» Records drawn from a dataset
------
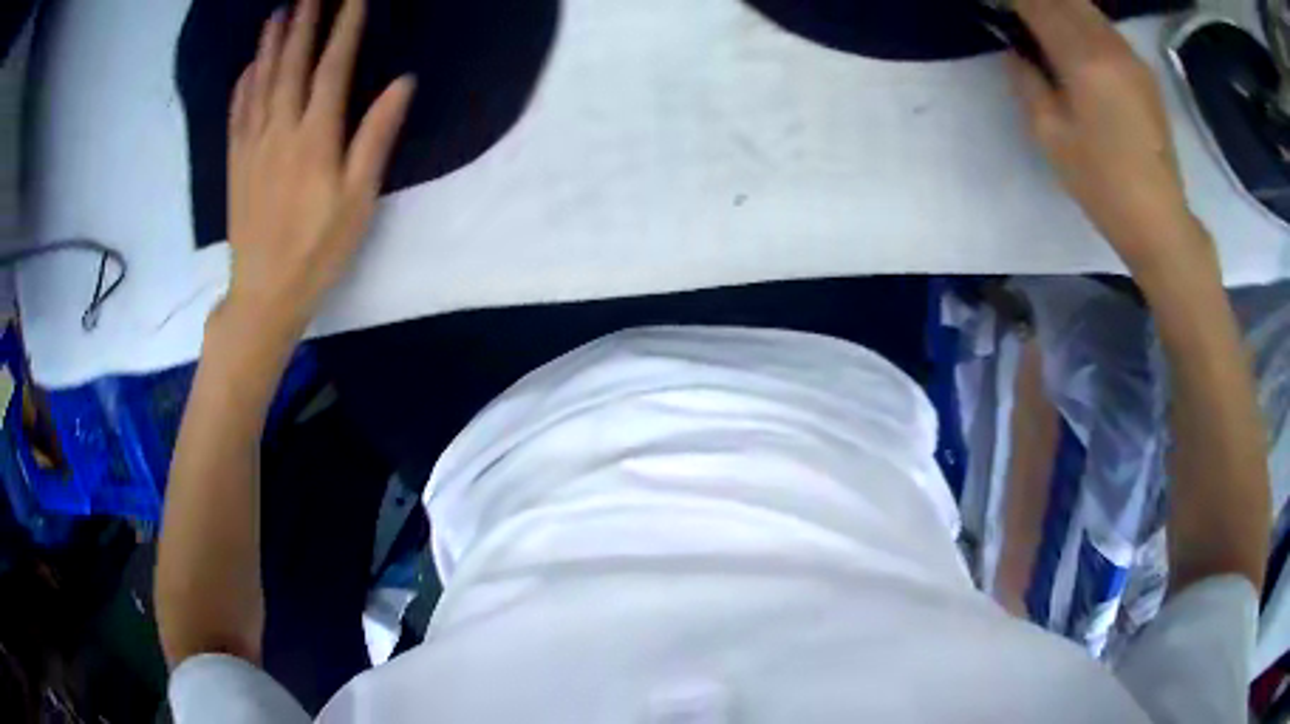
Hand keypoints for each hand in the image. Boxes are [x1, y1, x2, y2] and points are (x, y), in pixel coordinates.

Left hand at [223, 0, 414, 341]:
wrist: (263, 293)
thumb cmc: (318, 249)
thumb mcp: (358, 199)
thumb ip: (375, 136)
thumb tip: (402, 83)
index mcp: (315, 137)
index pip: (332, 67)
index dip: (344, 27)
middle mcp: (280, 130)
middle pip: (290, 65)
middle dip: (302, 23)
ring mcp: (252, 146)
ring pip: (260, 82)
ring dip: (270, 44)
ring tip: (278, 13)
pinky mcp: (235, 163)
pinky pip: (237, 113)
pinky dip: (243, 84)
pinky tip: (247, 66)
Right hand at [1009, 0, 1208, 274]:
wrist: (1159, 219)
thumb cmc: (1102, 184)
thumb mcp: (1051, 137)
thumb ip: (1028, 83)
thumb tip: (1016, 51)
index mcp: (1082, 59)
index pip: (1037, 3)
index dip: (1014, 0)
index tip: (1000, 6)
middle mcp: (1108, 45)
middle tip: (1019, 13)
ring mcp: (1130, 55)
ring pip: (1087, 7)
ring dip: (1060, 5)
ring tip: (1042, 21)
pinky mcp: (1143, 69)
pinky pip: (1104, 26)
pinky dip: (1082, 20)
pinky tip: (1075, 39)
------
» PROBLEM DESCRIPTION
Report how many lines in these entries contain "pinky". Answer with the number only.

» RESULT
8